Problem statement: Without any pictures, output the records exactly as they are.

Data provided:
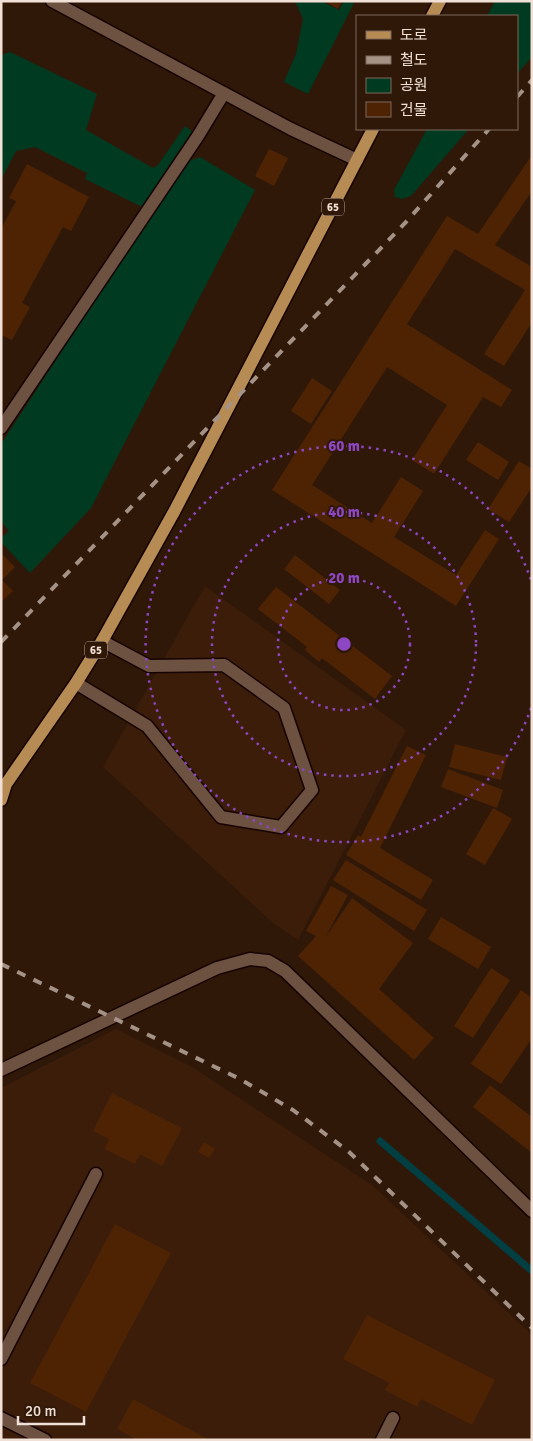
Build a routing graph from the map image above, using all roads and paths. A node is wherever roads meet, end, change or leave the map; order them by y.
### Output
1 (52, 1) edge
2 (440, 1) edge
3 (433, 15) edge
4 (224, 93) junction
5 (372, 130) edge
6 (357, 160) junction
7 (1, 428) edge
8 (102, 641) junction
9 (76, 683) junction
10 (4, 786) edge
11 (1, 800) edge
12 (1, 1070) edge
13 (96, 1174) dead end
14 (532, 1211) edge
15 (1, 1359) edge
16 (1, 1418) edge
17 (393, 1418) dead end
18 (45, 1440) edge
19 (382, 1440) edge

1 - 4 street
2 - 3 main road
4 - 6 street
4 - 7 street
5 - 6 main road, 65
6 - 8 main road, 65
8 - 9 main road, 65
8 - 9 street
9 - 10 main road, 65
10 - 11 main road, 65
12 - 14 street
13 - 15 street
16 - 18 street
17 - 19 street

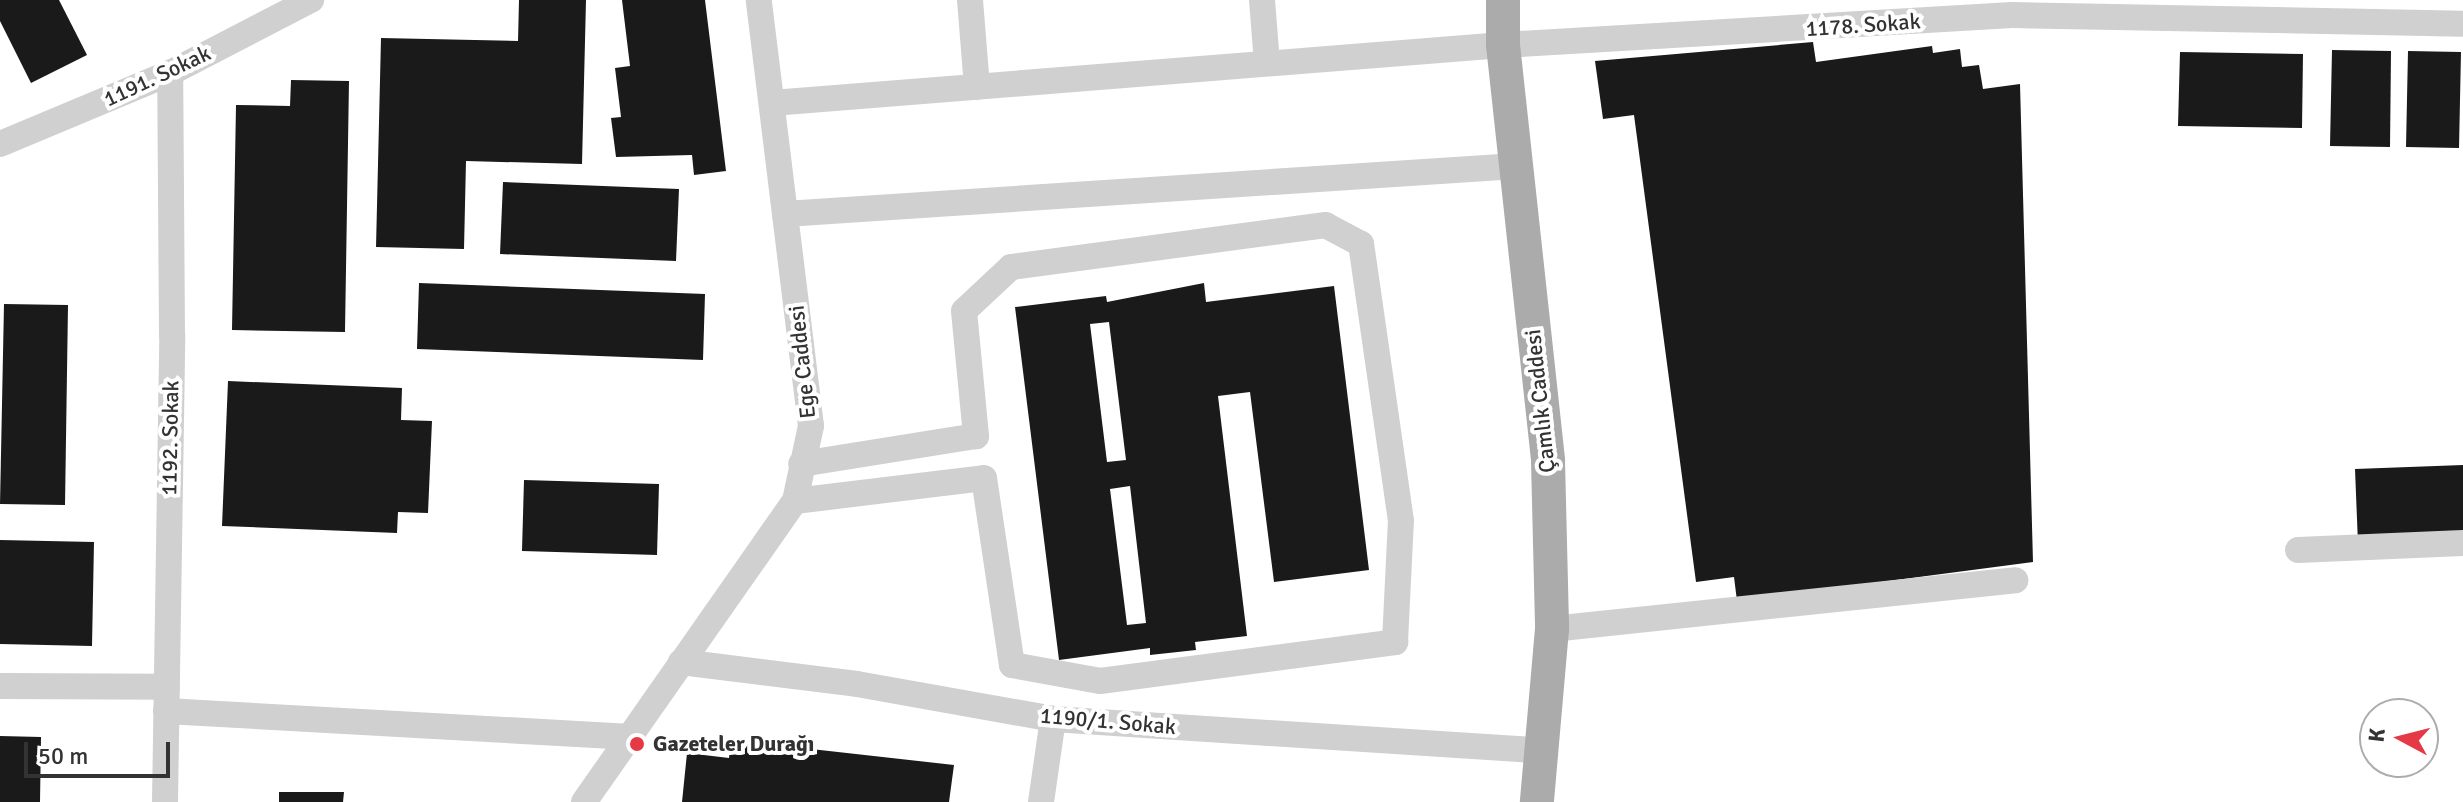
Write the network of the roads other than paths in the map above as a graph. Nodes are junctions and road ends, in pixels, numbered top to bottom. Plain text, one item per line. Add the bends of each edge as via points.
1 (311, 0) edge
2 (759, 0) edge
3 (970, 0) edge
4 (1262, 0) edge
5 (1503, 0) edge
6 (2012, 7) edge
7 (2463, 24) edge
8 (1503, 45) junction
9 (1267, 63) junction
10 (170, 73) junction
11 (977, 87) junction
12 (772, 103) junction
13 (0, 144) edge
14 (1516, 166) junction
15 (785, 214) junction
16 (801, 464) junction
17 (795, 501) junction
18 (2463, 543) edge
19 (2298, 550) dead end
20 (2015, 580) dead end
21 (1552, 629) junction
22 (681, 662) junction
23 (0, 686) edge
24 (166, 699) junction
25 (1053, 719) junction
26 (626, 737) junction
27 (1538, 750) junction
28 (165, 802) edge
29 (584, 802) edge
30 (1041, 802) edge
31 (1537, 802) edge

1 - 10 street, 1191. Sokak
2 - 12 street, Ege Caddesi
3 - 11 street
4 - 9 street
5 - 8 main road, Çamlık Caddesi
6 - 7 street, 1178. Sokak
6 - 8 street, 1178. Sokak
8 - 9 street, 1178. Sokak
8 - 14 main road, Çamlık Caddesi
9 - 11 street, 1178. Sokak
10 - 13 street, 1191. Sokak
10 - 24 street, 1192. Sokak
11 - 12 street, 1178. Sokak
12 - 15 street, Ege Caddesi
14 - 15 street
14 - 21 main road, Çamlık Caddesi via 1548,461
15 - 16 street, Ege Caddesi via 811,426
16 - 17 street, Ege Caddesi
16 - 17 street via 976,436 964,311 1011,267 1326,225 1361,244 1401,521 1401,605 1395,642 1100,681 1012,665 984,478
17 - 22 street, Ege Caddesi
18 - 19 street
20 - 21 street
21 - 27 main road, Çamlık Caddesi
22 - 25 street, 1190/1. Sokak via 857,684
22 - 26 street, Ege Caddesi
23 - 24 street
24 - 26 street
24 - 28 street, 1192. Sokak
25 - 27 street, 1190/1. Sokak
25 - 30 street
26 - 29 street, Ege Caddesi
27 - 31 main road, Çamlık Caddesi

Response:
Build a routing graph from the map image above, using all roads and paths. A node is wherever roads meet, end, change or leave the map; order them by y.
### Output
1 (52, 1) edge
2 (440, 1) edge
3 (433, 15) edge
4 (224, 93) junction
5 (372, 130) edge
6 (357, 160) junction
7 (1, 428) edge
8 (102, 641) junction
9 (76, 683) junction
10 (4, 786) edge
11 (1, 800) edge
12 (1, 1070) edge
13 (96, 1174) dead end
14 (532, 1211) edge
15 (1, 1359) edge
16 (1, 1418) edge
17 (393, 1418) dead end
18 (45, 1440) edge
19 (382, 1440) edge

1 - 4 street
2 - 3 main road
4 - 6 street
4 - 7 street
5 - 6 main road, 65
6 - 8 main road, 65
8 - 9 main road, 65
8 - 9 street
9 - 10 main road, 65
10 - 11 main road, 65
12 - 14 street
13 - 15 street
16 - 18 street
17 - 19 street

Write the network of the roads other than paths in the map above as a graph. Nodes are junctions and road ends, in pixels, numbered top to bottom. Plain text, one item per line. Add the bends of each edge as via points.
1 (311, 0) edge
2 (759, 0) edge
3 (970, 0) edge
4 (1262, 0) edge
5 (1503, 0) edge
6 (2012, 7) edge
7 (2463, 24) edge
8 (1503, 45) junction
9 (1267, 63) junction
10 (170, 73) junction
11 (977, 87) junction
12 (772, 103) junction
13 (0, 144) edge
14 (1516, 166) junction
15 (785, 214) junction
16 (801, 464) junction
17 (795, 501) junction
18 (2463, 543) edge
19 (2298, 550) dead end
20 (2015, 580) dead end
21 (1552, 629) junction
22 (681, 662) junction
23 (0, 686) edge
24 (166, 699) junction
25 (1053, 719) junction
26 (626, 737) junction
27 (1538, 750) junction
28 (165, 802) edge
29 (584, 802) edge
30 (1041, 802) edge
31 (1537, 802) edge

1 - 10 street, 1191. Sokak
2 - 12 street, Ege Caddesi
3 - 11 street
4 - 9 street
5 - 8 main road, Çamlık Caddesi
6 - 7 street, 1178. Sokak
6 - 8 street, 1178. Sokak
8 - 9 street, 1178. Sokak
8 - 14 main road, Çamlık Caddesi
9 - 11 street, 1178. Sokak
10 - 13 street, 1191. Sokak
10 - 24 street, 1192. Sokak
11 - 12 street, 1178. Sokak
12 - 15 street, Ege Caddesi
14 - 15 street
14 - 21 main road, Çamlık Caddesi via 1548,461
15 - 16 street, Ege Caddesi via 811,426
16 - 17 street, Ege Caddesi
16 - 17 street via 976,436 964,311 1011,267 1326,225 1361,244 1401,521 1401,605 1395,642 1100,681 1012,665 984,478
17 - 22 street, Ege Caddesi
18 - 19 street
20 - 21 street
21 - 27 main road, Çamlık Caddesi
22 - 25 street, 1190/1. Sokak via 857,684
22 - 26 street, Ege Caddesi
23 - 24 street
24 - 26 street
24 - 28 street, 1192. Sokak
25 - 27 street, 1190/1. Sokak
25 - 30 street
26 - 29 street, Ege Caddesi
27 - 31 main road, Çamlık Caddesi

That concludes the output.